LISTED RECORDS:
----------------

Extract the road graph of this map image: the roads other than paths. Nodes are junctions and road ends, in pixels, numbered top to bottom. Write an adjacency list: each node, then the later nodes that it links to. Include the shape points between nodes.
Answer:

----------------

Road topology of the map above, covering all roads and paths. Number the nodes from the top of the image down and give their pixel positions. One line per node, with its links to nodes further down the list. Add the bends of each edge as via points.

----------------

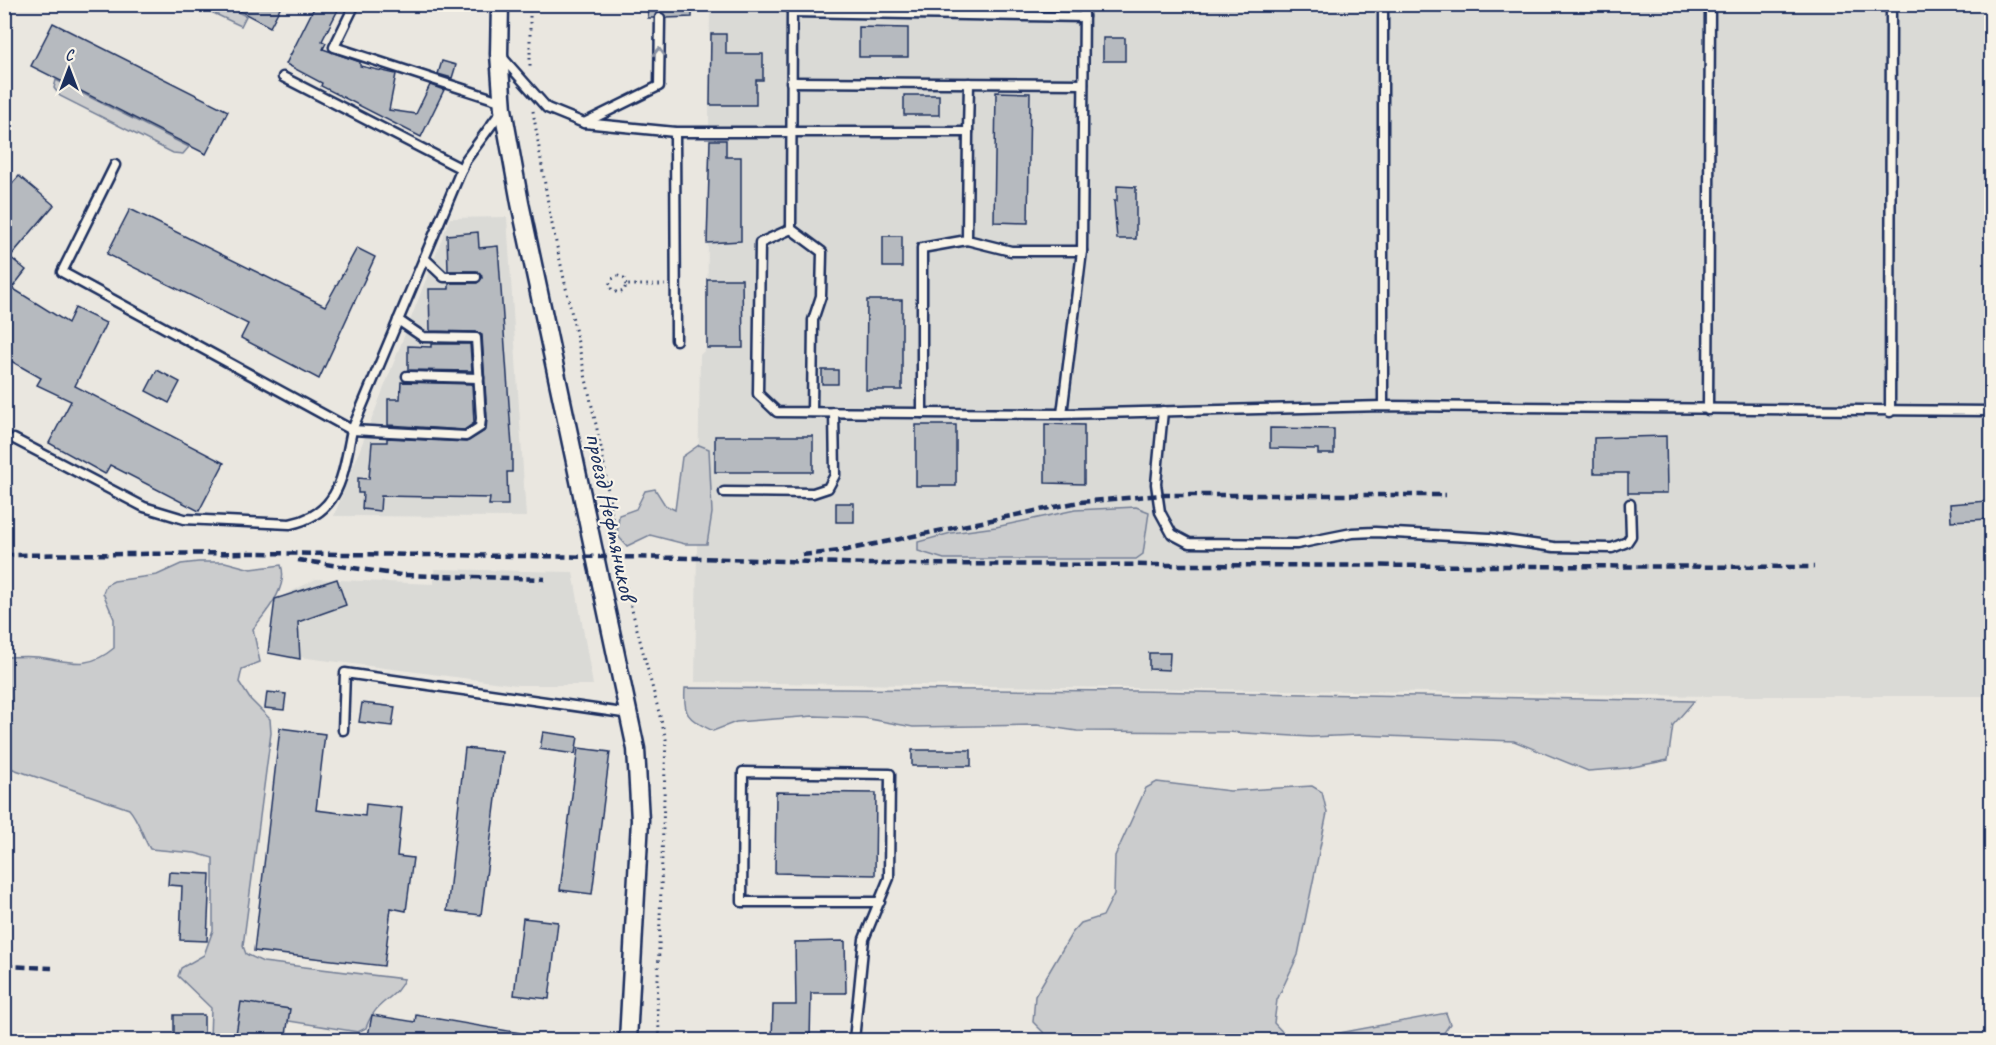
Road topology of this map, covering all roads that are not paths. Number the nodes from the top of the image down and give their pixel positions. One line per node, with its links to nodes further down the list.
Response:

----------------

ASSIGNMENT: Filter the listing above by the word "positions"; copy each line that passes.

YOUR SOLUTION:
Road topology of the map above, covering all roads and paths. Number the nodes from the top of the image down and give their pixel positions. One line per node, with its links to nodes further down the list. Add the bends of each edge as via points.
Road topology of this map, covering all roads that are not paths. Number the nodes from the top of the image down and give their pixel positions. One line per node, with its links to nodes further down the list.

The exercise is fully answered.